Genetically Modified Crops Can Thrive as the World Warms
By Alex Kirby / Climate News Network
This piece first appeared at Climate News Network.
LONDON — Genetically engineering photosynthesis in plants could take advantage of rising global temperatures and increased levels of carbon dioxide, US scientists say.
They believe this could achieve much higher yields on the same amount of land and help to stave off the prospect of widespread hunger as human populations increase.
Researchers at the University of Illinois report in the journal Proceedings of the Royal Society B on their experiments with an enzyme that can determine the rate of photosynthesis — the way that plants use light to produce oxygen and organic compounds — and a molecule linked to plant growth.
They say field tests have shown that their concept works, and now plan trials on staple food crops. The project, Realising Increased Photosynthetic Efficiency (RIPE), is supported by the Bill & Melinda Gates Foundation.
The global need to grow more food is urgent. By 2050, the researchers say, the world population will have grown so much and become so urban that humans will need to produce 87% more of the four primary food crops — rice, wheat, soya and maize/corn — than they do today.
Climate change over the next 30 years is expected to mean warmer temperatures and more carbon dioxide in the atmosphere. Crop plants cannot evolve fast enough to adapt to change at that rate, and land suitable for growing food is also being lost across the world.
Stephen Long, professor of crop sciences and plant biology at Illinois and co-author of the report, says: “We have to start increasing production now, faster than we ever have. Any innovation we make today won’t be ready to go into farmers’ fields for at least 20 years, because we’ll need time for testing, product development, and approval by government agencies.
“On that basis, 2050 is not so far off. That’s why we say we’re one crop breeding cycle away from starvation.”
The researchers say their proposed solution will not only take advantage of the increased warmth and CO2, but will also achieve much higher yields on the same amount of land.
The rate of photosynthesis in crops such as soya and rice is determined by two factors — the first being the enzyme that traps CO2, known as RuBisCO.
With lower CO2 levels and at high temperatures RuBisCO can, as the researchers put it, “make a mistake and use oxygen instead of CO2”. When that happens, the plant ends up releasing CO2 back into the atmosphere.
“We have to start increasing production now.
Any innovation we make today won’t be ready
to go into farmers’ fields for at least 20 years.”
Under higher levels of CO2, such as those projected for future climates, RuBisCO becomes much more efficient and photosynthesis rates naturally increase as it makes fewer mistakes. The carbon fixed by RuBisCO is eventually turned into carbohydrates that the plant can use as an energy source for producing grain and fruit.
But more CO2 will mean rising temperatures, and RuBisCO’s increased efficiency under high CO2 begins to break down in hot climates.
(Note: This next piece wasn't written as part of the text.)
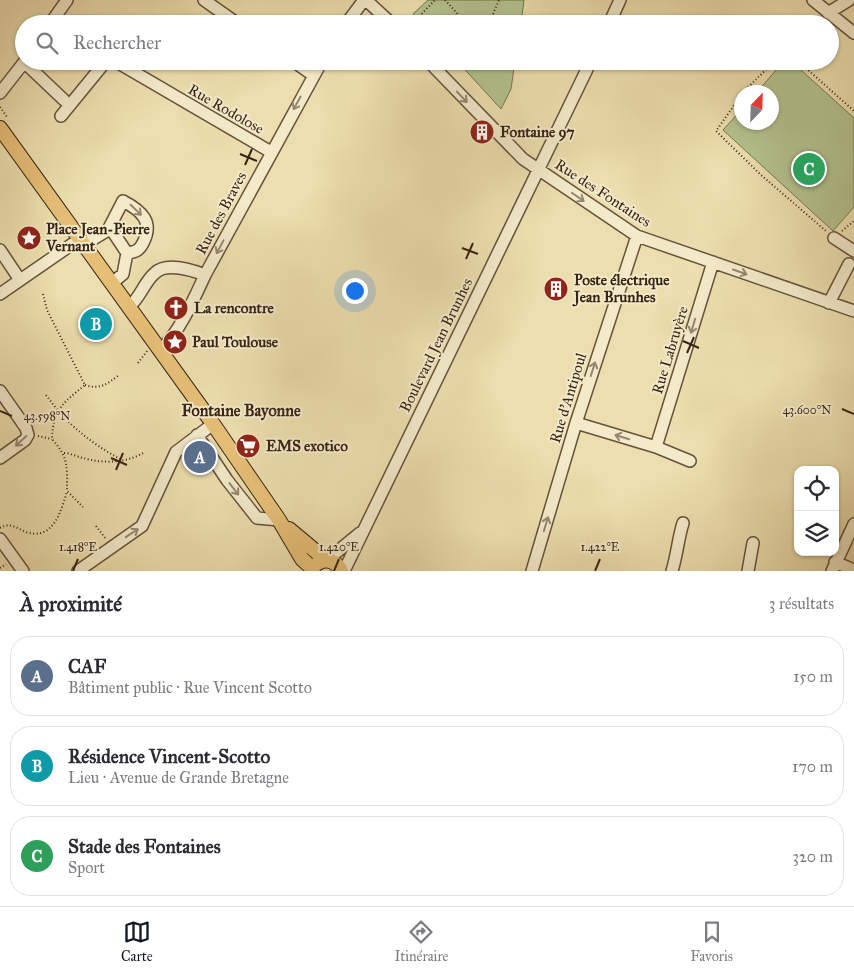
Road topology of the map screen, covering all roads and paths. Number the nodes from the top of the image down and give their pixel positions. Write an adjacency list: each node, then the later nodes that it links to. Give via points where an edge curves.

So scientists want to improve RuBisCO so that it will operate efficiently in both high temperature and high CO2 conditions.
“Our partners are looking at a wide range of RuBisCOs from different organisms to see whether they can find one that will make fewer of these mistakes in hot climates,” Long says.
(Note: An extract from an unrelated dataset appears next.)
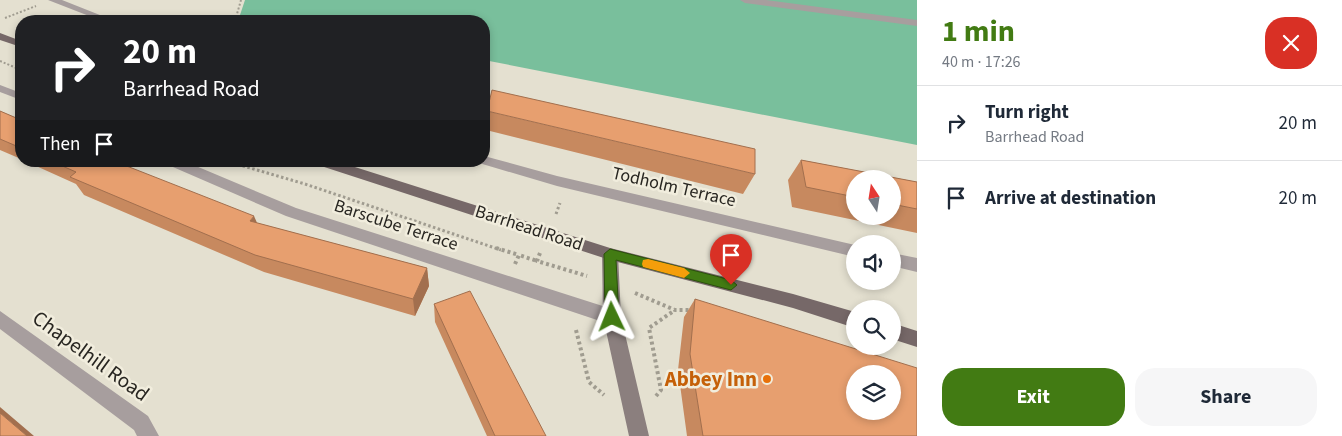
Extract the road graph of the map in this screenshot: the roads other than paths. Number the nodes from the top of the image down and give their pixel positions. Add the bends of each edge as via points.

The second factor that can limit photosynthesis is the rate at which everything else in the leaf regenerates a molecule involved in accepting CO2, known as RuBP.
“As we go to higher CO2 levels, instead of being limited by RuBisCO, we’re limited by this regeneration step,” Long says. We’re looking at ways to manipulate the speed of that regeneration.”
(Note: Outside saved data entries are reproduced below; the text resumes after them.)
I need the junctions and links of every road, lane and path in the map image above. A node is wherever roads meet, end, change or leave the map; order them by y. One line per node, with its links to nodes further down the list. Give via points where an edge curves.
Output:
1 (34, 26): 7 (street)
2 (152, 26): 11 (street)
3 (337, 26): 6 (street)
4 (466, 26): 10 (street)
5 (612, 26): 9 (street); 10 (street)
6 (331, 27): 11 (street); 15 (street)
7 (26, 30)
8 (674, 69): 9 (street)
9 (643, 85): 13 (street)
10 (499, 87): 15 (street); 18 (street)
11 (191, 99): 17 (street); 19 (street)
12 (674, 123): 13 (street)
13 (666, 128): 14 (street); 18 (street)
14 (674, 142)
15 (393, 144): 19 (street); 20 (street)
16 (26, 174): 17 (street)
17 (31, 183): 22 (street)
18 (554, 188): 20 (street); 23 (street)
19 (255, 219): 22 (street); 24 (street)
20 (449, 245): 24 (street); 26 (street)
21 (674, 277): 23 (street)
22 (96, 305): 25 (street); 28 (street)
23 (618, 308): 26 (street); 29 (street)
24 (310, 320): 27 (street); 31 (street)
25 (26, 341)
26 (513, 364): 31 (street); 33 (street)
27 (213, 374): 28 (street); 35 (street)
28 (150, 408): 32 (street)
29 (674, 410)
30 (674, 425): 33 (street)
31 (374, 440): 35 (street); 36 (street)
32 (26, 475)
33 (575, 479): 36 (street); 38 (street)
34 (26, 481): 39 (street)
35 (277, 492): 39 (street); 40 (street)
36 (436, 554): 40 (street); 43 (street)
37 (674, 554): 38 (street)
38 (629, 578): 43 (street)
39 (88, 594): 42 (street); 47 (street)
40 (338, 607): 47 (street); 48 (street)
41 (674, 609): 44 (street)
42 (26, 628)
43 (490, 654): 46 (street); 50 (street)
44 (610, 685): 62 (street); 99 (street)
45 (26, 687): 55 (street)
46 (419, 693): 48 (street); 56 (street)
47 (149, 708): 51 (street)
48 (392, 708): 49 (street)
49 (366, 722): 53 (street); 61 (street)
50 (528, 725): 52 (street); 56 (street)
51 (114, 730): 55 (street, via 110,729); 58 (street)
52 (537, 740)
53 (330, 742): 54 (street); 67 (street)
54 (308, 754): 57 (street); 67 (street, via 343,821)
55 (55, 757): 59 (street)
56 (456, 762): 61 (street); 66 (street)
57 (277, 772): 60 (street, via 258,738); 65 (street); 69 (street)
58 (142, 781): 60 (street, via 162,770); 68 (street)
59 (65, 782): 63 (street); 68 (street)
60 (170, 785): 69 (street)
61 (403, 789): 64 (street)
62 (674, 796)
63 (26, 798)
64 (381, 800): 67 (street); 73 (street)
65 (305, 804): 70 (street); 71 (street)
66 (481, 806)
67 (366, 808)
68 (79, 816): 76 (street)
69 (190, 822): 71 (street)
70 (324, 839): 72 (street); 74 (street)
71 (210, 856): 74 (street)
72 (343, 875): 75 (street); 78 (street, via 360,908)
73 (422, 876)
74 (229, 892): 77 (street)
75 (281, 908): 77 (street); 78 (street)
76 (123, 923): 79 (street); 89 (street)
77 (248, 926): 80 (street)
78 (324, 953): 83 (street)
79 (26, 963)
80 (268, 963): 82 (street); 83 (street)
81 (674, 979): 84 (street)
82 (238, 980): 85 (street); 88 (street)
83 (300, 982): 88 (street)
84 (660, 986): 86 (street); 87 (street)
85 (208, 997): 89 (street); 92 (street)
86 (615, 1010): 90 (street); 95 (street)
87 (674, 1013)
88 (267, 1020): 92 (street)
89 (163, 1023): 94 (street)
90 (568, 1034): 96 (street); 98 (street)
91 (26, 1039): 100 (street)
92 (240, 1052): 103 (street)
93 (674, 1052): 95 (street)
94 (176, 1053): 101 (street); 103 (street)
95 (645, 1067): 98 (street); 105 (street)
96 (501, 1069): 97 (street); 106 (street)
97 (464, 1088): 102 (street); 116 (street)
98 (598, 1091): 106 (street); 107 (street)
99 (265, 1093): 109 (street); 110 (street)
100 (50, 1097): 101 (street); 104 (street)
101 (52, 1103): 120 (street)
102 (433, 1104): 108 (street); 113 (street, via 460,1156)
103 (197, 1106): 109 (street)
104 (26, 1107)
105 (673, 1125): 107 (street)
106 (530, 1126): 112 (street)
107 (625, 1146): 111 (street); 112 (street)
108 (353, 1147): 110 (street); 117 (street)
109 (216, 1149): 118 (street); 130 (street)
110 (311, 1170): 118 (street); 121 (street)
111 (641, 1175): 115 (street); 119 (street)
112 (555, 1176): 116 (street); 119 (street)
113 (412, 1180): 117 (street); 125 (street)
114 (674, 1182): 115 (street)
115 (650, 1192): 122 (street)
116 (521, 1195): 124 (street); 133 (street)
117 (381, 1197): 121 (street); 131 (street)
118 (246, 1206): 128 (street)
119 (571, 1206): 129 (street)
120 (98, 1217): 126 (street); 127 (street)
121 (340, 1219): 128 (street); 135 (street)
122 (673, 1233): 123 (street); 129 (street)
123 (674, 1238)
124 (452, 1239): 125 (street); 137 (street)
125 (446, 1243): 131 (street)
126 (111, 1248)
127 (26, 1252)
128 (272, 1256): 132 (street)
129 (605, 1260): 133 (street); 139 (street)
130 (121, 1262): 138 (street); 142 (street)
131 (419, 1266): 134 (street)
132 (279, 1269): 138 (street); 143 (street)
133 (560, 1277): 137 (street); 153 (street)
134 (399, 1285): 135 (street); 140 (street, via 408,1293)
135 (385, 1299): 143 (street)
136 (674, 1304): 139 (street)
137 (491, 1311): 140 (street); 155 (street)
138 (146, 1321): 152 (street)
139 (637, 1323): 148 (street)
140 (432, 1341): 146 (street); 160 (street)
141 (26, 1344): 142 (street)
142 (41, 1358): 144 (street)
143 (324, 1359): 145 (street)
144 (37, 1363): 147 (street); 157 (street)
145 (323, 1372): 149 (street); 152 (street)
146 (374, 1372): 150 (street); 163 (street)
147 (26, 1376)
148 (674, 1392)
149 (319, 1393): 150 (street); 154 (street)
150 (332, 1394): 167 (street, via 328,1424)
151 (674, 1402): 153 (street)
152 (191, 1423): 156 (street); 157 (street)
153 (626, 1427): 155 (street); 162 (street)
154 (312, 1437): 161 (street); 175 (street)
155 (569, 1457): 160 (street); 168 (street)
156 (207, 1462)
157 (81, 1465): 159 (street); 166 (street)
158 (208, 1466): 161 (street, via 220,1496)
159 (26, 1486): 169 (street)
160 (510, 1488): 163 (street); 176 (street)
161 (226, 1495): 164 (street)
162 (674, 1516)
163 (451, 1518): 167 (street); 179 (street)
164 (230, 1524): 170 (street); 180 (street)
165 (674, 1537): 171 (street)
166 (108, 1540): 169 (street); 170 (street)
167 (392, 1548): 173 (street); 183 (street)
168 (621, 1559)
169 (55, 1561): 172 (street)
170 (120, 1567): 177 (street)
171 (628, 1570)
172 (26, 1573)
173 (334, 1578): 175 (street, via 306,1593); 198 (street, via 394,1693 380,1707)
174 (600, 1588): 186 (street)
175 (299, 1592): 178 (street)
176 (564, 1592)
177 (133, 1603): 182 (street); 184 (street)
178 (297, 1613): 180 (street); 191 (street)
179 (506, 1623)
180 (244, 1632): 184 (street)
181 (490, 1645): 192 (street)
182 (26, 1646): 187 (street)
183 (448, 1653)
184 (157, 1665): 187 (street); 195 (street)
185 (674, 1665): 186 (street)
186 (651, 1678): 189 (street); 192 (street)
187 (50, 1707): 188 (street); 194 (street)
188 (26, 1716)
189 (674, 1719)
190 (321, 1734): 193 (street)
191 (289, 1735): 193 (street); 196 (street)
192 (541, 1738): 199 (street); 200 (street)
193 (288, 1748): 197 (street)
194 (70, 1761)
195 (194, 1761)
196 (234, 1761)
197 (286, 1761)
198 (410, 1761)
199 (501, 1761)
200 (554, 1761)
The researchers developed mathematical models that showed how to alter the way nitrogen is divided by the plant, letting it make more carbohydrate under higher temperature and CO2 without the crop requiring more nitrogen fertiliser. This can pollute soil and water, and can increase emissions of nitrous oxide, a greenhouse gas.
The models were then tested in the field. Using genetic engineering, the team tried to speed up the regeneration of RuBP in tobacco plants while subjecting them to high-CO2 environments.
The proof of concept worked: photosynthesis rates and yield increased. The next step will include tests on staple food crops in controlled environments and in field trials.
In many countries, there is fierce controversy over genetically modified food. Despite this, Professor Long says: “In the face of the extraordinary challenges ahead, we simply do not have the luxury to rule out the use of any technology that may hold promise to improve crop performance.”
Alex Kirby is a former BBC journalist and environment correspondent. He now works with universities, charities and international agencies to improve their media skills, and with journalists in the developing world keen to specialise in environmental reporting.